### Source material
══════════
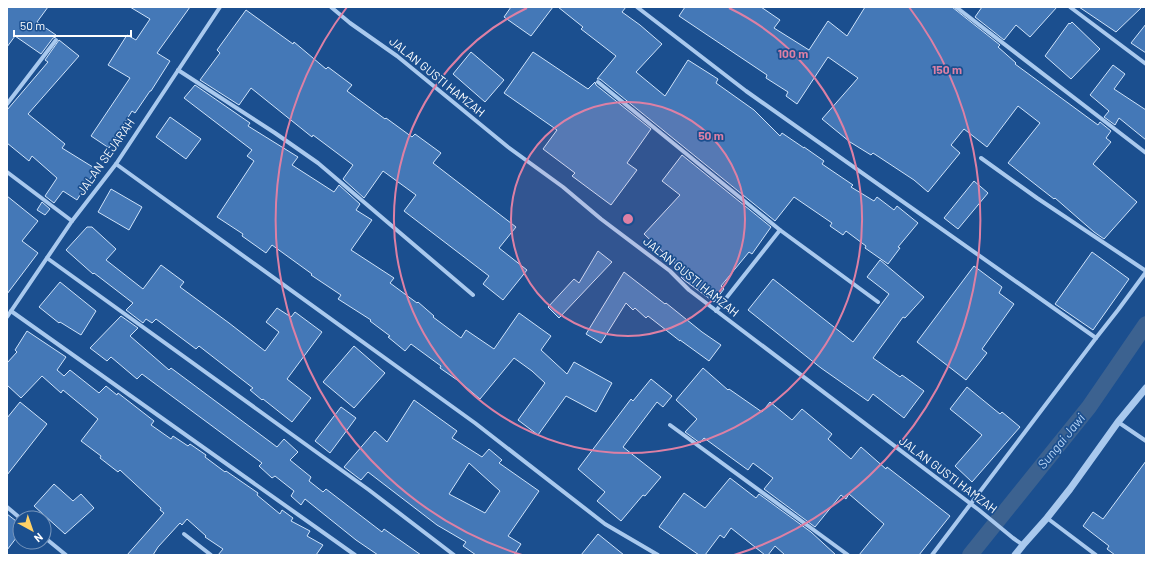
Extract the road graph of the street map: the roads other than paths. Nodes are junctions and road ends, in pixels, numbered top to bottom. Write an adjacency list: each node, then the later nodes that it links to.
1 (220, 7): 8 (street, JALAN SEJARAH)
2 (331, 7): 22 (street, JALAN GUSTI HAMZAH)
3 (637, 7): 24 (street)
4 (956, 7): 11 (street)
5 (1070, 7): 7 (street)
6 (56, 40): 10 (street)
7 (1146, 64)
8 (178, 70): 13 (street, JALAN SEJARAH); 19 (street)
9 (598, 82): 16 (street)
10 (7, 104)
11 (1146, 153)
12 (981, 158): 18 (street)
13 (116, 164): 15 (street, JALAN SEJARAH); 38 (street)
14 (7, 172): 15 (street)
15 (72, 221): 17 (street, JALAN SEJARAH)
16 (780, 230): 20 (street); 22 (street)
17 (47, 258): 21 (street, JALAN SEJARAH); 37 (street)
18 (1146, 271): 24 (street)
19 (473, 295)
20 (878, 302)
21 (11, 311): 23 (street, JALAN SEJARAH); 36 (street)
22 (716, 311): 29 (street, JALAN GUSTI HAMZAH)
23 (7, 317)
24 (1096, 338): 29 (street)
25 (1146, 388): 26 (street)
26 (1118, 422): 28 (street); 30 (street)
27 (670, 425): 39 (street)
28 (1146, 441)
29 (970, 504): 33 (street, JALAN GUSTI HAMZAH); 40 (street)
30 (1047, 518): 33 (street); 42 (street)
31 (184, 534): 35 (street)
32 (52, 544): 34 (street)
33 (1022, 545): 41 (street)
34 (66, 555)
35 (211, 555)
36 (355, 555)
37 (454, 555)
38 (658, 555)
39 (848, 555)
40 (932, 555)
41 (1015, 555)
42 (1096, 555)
══════════
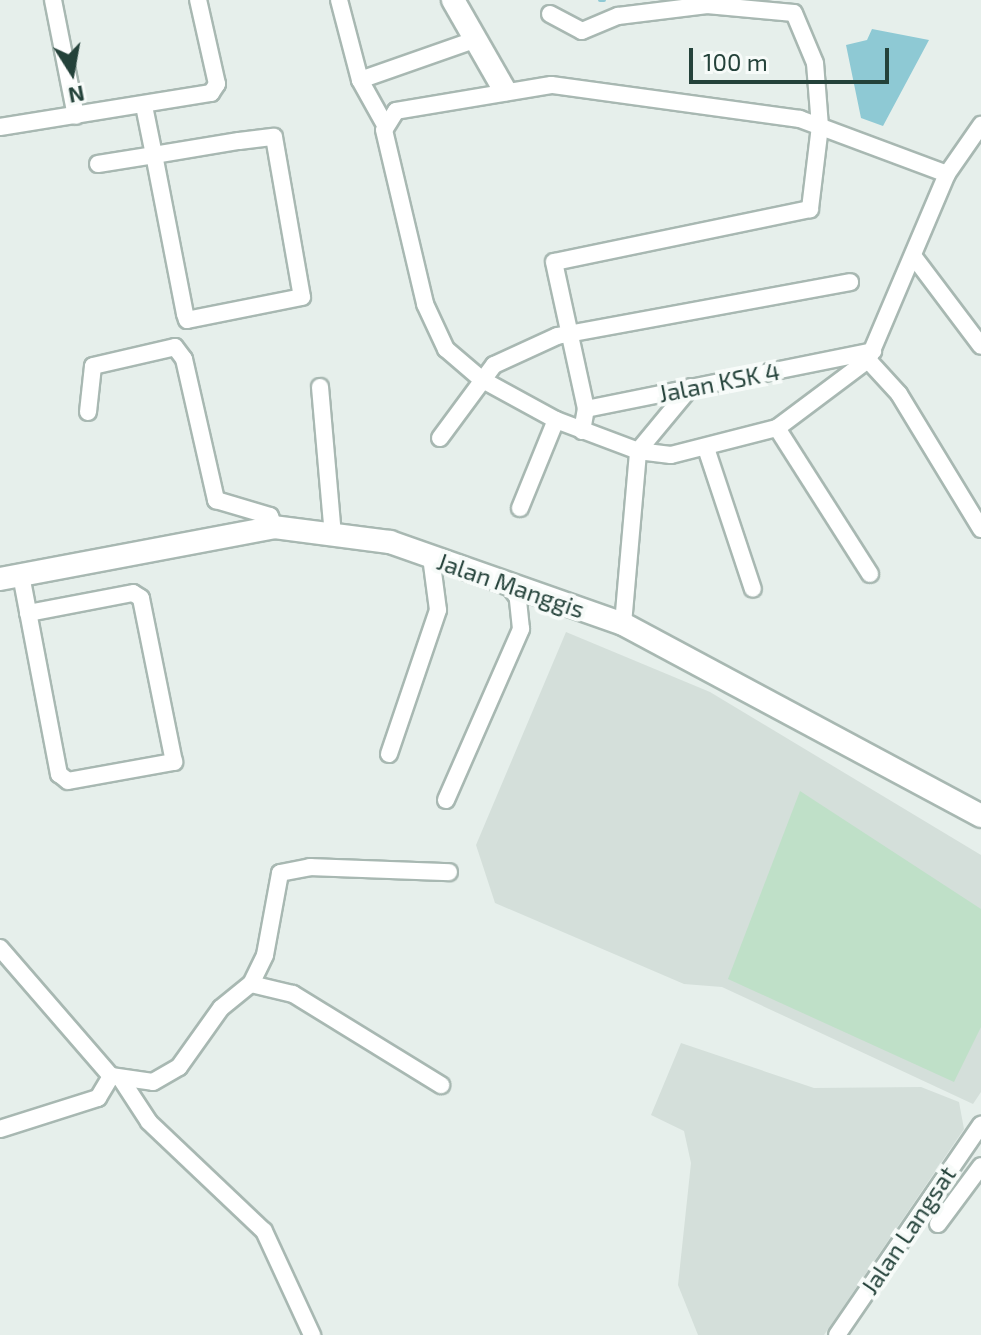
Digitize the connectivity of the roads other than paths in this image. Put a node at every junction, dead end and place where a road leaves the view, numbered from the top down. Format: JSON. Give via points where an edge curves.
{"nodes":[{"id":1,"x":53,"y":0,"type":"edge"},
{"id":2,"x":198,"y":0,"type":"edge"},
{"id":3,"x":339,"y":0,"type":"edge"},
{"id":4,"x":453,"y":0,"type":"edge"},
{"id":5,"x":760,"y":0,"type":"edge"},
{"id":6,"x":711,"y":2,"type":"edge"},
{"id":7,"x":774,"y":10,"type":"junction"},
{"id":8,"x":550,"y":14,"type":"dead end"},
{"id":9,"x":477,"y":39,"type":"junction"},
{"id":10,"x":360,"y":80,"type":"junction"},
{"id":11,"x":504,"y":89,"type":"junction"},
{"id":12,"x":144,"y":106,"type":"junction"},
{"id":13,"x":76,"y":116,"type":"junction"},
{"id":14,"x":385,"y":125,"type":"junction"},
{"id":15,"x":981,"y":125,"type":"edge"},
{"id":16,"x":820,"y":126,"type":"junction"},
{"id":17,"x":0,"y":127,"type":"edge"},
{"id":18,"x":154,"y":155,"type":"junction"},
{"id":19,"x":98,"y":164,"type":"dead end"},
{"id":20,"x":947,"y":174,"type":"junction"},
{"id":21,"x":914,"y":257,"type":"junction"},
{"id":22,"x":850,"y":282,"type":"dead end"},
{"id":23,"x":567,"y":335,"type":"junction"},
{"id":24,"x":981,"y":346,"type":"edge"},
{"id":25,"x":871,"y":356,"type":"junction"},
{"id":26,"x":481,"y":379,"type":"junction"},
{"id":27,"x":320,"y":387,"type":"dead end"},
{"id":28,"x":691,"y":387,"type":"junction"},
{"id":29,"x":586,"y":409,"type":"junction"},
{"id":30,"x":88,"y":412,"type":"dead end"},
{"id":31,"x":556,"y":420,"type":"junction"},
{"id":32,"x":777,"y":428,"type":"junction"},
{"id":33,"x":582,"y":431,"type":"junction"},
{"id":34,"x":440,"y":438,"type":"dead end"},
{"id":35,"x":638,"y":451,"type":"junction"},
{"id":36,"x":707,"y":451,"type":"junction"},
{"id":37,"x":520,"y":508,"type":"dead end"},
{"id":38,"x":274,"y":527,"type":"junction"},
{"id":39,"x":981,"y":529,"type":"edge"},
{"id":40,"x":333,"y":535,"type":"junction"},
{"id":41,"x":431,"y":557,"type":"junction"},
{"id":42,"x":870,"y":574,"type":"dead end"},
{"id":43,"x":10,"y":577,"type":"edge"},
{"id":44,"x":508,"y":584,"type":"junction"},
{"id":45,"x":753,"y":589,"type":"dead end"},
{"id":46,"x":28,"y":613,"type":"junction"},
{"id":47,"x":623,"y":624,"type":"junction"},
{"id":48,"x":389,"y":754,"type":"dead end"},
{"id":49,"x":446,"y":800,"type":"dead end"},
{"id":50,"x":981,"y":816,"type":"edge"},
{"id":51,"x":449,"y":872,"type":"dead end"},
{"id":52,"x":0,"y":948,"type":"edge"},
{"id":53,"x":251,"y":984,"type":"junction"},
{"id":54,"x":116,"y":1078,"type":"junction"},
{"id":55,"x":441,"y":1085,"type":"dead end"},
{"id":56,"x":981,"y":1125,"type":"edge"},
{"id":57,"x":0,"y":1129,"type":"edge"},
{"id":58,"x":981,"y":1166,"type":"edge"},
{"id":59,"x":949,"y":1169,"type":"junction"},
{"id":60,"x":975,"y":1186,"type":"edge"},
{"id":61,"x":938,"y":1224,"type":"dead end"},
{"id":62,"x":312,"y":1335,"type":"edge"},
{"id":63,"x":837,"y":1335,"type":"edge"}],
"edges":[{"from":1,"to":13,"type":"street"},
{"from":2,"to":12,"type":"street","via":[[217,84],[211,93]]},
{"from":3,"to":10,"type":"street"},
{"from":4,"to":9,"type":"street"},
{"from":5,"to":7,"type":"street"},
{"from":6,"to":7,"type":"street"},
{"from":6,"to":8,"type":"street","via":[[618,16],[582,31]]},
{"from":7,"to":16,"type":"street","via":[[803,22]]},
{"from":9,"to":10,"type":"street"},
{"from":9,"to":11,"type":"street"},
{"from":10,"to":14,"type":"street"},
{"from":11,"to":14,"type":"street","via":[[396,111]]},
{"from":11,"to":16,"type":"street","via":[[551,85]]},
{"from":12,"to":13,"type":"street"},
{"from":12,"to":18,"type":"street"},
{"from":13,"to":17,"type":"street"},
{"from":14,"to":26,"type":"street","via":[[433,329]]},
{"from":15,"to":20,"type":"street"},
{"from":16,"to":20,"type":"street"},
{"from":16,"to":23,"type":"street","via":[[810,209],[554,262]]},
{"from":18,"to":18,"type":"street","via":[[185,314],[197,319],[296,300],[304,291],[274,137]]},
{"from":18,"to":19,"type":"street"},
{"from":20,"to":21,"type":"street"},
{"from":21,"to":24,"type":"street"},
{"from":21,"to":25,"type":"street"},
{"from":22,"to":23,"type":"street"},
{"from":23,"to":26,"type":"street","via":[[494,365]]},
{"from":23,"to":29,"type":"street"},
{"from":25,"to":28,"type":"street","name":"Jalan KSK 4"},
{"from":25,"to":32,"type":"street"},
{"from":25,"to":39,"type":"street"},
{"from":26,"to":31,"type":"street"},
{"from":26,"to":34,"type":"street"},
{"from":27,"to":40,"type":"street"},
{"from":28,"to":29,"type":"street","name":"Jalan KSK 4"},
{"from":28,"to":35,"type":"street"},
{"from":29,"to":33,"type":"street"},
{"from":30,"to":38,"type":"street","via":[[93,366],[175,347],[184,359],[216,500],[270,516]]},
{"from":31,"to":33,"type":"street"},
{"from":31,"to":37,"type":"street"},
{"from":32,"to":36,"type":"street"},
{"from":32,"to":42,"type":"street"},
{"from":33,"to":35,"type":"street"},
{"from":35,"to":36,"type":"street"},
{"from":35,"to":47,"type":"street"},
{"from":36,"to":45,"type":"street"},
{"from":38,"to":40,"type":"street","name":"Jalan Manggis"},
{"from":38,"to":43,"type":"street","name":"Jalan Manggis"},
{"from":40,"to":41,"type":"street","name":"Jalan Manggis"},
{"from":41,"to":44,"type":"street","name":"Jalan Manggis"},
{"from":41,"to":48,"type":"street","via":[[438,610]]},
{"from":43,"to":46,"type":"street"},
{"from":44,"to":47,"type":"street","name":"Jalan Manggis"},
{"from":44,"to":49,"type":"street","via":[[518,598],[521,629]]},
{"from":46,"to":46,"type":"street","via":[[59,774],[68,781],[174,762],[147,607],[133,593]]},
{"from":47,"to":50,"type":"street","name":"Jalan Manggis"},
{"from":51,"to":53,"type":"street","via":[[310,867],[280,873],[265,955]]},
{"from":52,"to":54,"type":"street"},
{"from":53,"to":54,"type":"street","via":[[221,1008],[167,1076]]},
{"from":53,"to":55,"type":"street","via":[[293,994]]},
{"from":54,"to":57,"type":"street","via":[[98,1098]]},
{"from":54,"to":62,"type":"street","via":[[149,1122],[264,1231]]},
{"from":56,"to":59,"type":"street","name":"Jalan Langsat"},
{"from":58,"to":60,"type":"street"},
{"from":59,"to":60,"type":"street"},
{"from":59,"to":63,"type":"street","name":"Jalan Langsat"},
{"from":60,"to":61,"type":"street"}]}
══════════
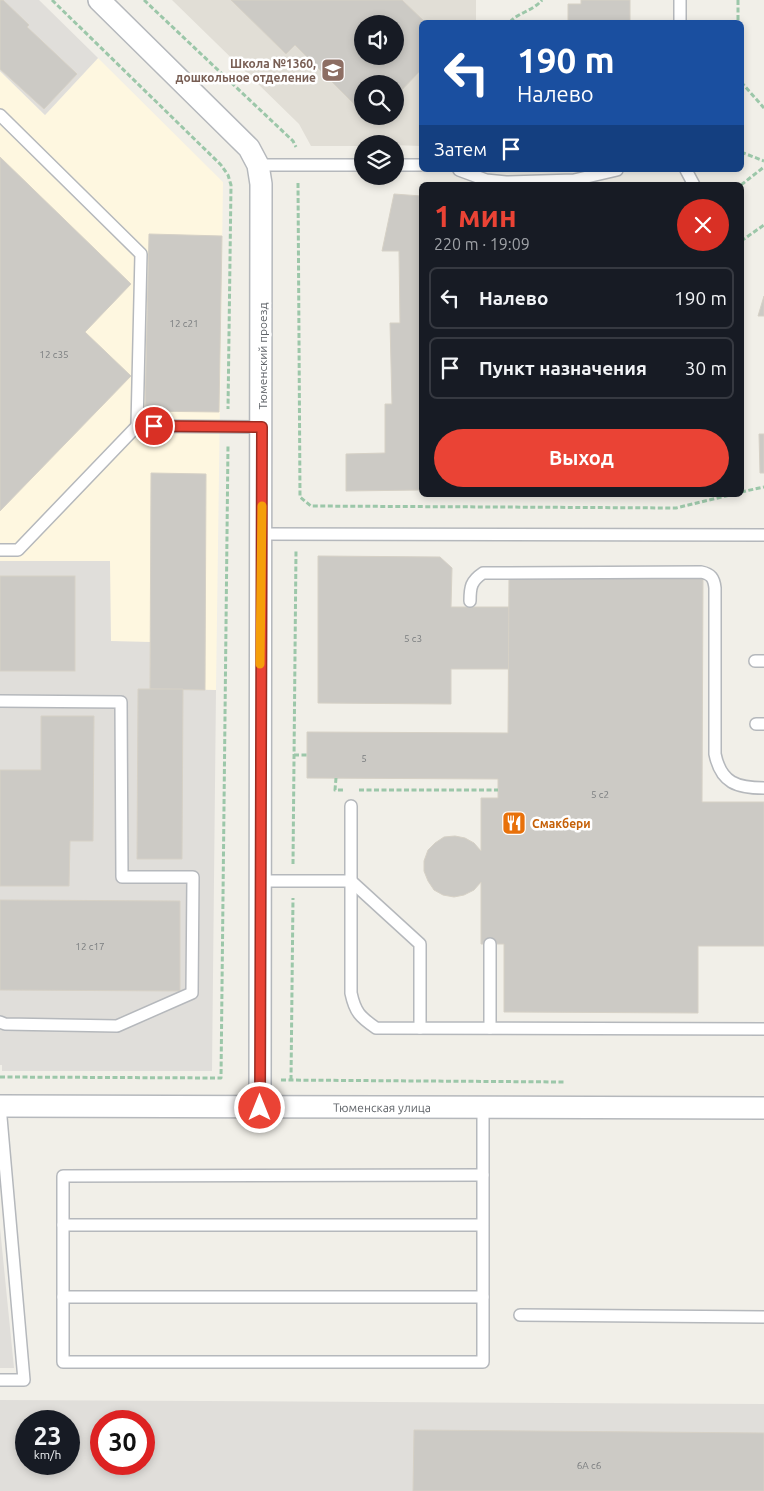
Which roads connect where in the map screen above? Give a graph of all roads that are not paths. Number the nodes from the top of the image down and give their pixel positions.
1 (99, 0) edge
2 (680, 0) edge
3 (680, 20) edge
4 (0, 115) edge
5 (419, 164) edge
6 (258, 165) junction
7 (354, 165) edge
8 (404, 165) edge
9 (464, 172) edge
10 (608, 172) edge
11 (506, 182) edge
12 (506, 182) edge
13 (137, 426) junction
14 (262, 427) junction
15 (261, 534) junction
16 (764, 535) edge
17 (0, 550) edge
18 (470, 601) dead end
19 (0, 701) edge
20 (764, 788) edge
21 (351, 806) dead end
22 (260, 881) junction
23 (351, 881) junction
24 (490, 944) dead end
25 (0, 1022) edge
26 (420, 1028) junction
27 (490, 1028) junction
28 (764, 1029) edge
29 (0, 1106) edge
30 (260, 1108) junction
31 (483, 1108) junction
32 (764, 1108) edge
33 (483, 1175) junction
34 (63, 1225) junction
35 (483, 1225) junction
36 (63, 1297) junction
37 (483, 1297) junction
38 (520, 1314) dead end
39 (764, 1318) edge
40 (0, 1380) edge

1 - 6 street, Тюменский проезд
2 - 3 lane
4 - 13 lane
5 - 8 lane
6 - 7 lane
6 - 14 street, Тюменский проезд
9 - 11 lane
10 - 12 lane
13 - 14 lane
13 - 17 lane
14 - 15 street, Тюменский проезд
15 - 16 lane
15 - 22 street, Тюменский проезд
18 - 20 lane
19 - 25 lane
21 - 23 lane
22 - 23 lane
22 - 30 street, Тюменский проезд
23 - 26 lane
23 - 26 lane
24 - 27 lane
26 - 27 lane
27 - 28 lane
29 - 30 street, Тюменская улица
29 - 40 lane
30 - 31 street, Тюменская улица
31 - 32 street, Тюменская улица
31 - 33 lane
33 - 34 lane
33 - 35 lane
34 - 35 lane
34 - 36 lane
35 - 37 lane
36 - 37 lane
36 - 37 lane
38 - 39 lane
══════════
### What the exercise asks
Where a line of the material above holds the string "улица", copy that line.

### Solution for this exercise
29 - 30 street, Тюменская улица
30 - 31 street, Тюменская улица
31 - 32 street, Тюменская улица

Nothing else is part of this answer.